DAY 75- flushed them on Day 72 last feeding Day 59, put them into darkness 2 days before harvest. 

Plant 1 - 18 branches off this lady. 





Plant 2 - transplanted this one into a smart pot (fabric) i was suprised of what i pulled off it, very dense quality nugs for a tranplanted auto. conisering it was in shock for like 2 weeks after transplanting. i seriously think i pulled an Oz out of it. 17 branches off this, and branches were 100% at least 2 grams when they dry.

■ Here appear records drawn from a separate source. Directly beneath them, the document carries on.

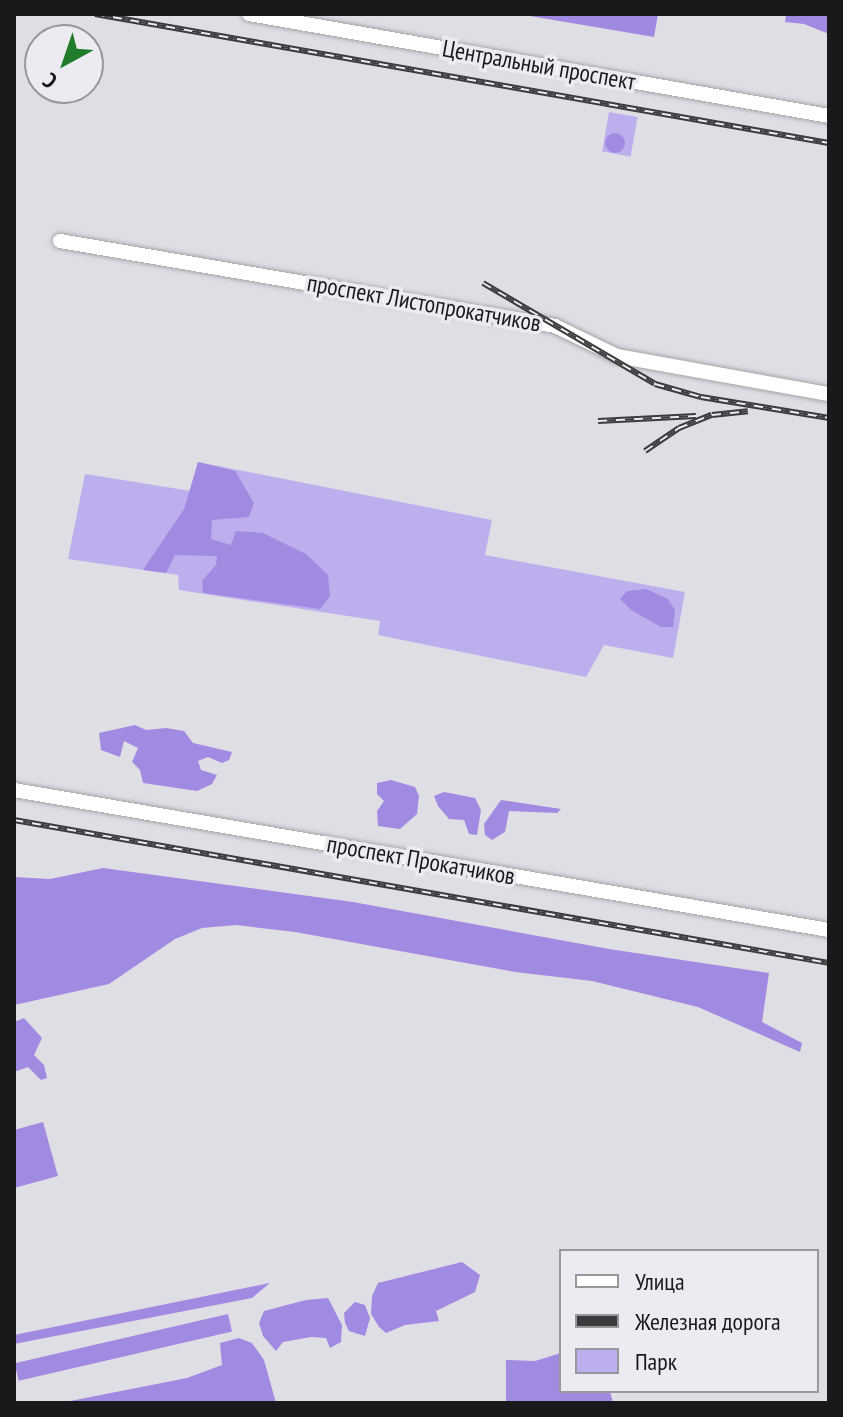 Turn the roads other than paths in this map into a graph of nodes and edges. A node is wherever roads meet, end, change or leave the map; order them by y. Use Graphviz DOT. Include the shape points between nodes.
graph roads {
  1 [pos="249,14"];
  2 [pos="829,116"];
  3 [pos="60,241"];
  4 [pos="829,394"];
  5 [pos="14,790"];
  6 [pos="829,930"];
  1 -- 2 [label="street, Центральный проспект"];
  3 -- 4 [label="street, проспект Листопрокатчиков" via="555,326 617,356"];
  5 -- 6 [label="street, проспект Прокатчиков"];
}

Plant 3 - very husky for an autoflower. wouldnt be suprised if i get 2 oz dried. 
4 hangers with 5 branches each and 1 hanger with 7





This is what i got in the closet. 2 plants hanging, and 1 to go, and shes fuckn husky


----------



## Elliesdaddy (May 6, 2012)

Looking beautiful, how'd you get the buds coloured like that? i'm currently in the last week of flower on my plant's one is a white widow x big bud and it's buds aren't white


----------



## FilthyFletch (May 6, 2012)

Was confused for a second by the title since these are not a verticl grow just a verticle bulb no reflector. Looks good though nice hues.


----------



## lowblower (May 7, 2012)

looks pretty epic man, very nice !


----------



## Dameon (May 7, 2012)

WOW! That looks REALLY tasty! Good Work Man! Stay Crunchy! Crunch*Crunch*


----------



## Dust1nth3w1nd (Jun 12, 2012)

looks pretty tastey man,kinda makes me regret picking the pakastani over the afghani


----------



## Killacamcam (Jun 12, 2012)

Dude these pictures are amazing.


----------



## BearDown! (Jun 15, 2012)

yeah nice sharer man, did you hang in the middle of the plants and rotate them or how did you set up?


----------



## Geezy101 (Jun 17, 2012)

i rotated them everyday when they started flowering. im just not sure what the best way to do it.. let them be or rotate. i just dont know. 

i mean u can get fatter nugs at the front, or equal buds all around, i dont know what will get u a higher yield.


----------



## nugmeup (Jun 18, 2012)

Have you got a total dry weight yield ?? Looks great man. Very tasty


----------



## Geezy101 (Jun 18, 2012)

162g from 3 autos.


----------



## whitegato777 (Jun 22, 2012)

nice yield from an auto! what about strenght?


----------



## BearDown! (Jun 25, 2012)

yeah they should be bout cured by now, hows the end result man, do tell


----------



## InsaneMJ (Jun 26, 2012)

I keep on readin about people who say just because you hang your bulb vertically doesn't make it a vertical grow? IMO a vertical grow is where you hang your bulbs vertically end of story, has nothing to do with the placement of plants around the bulb. But that's good to hear about the yield.


----------



## Badmf (Jun 26, 2012)

Good job!!


----------



## Donii (Jun 30, 2012)

Are they a blue strain? How did u get that gorgeous coloured bud?


----------



## growguy792 (Jul 6, 2012)

I read somewhere that putting the girls into complete darkness a couple of days before harvest brings out more of the color in blue and purple strains.


----------



## PjA (Aug 1, 2012)

Nice job! 
Happy puffing.


----------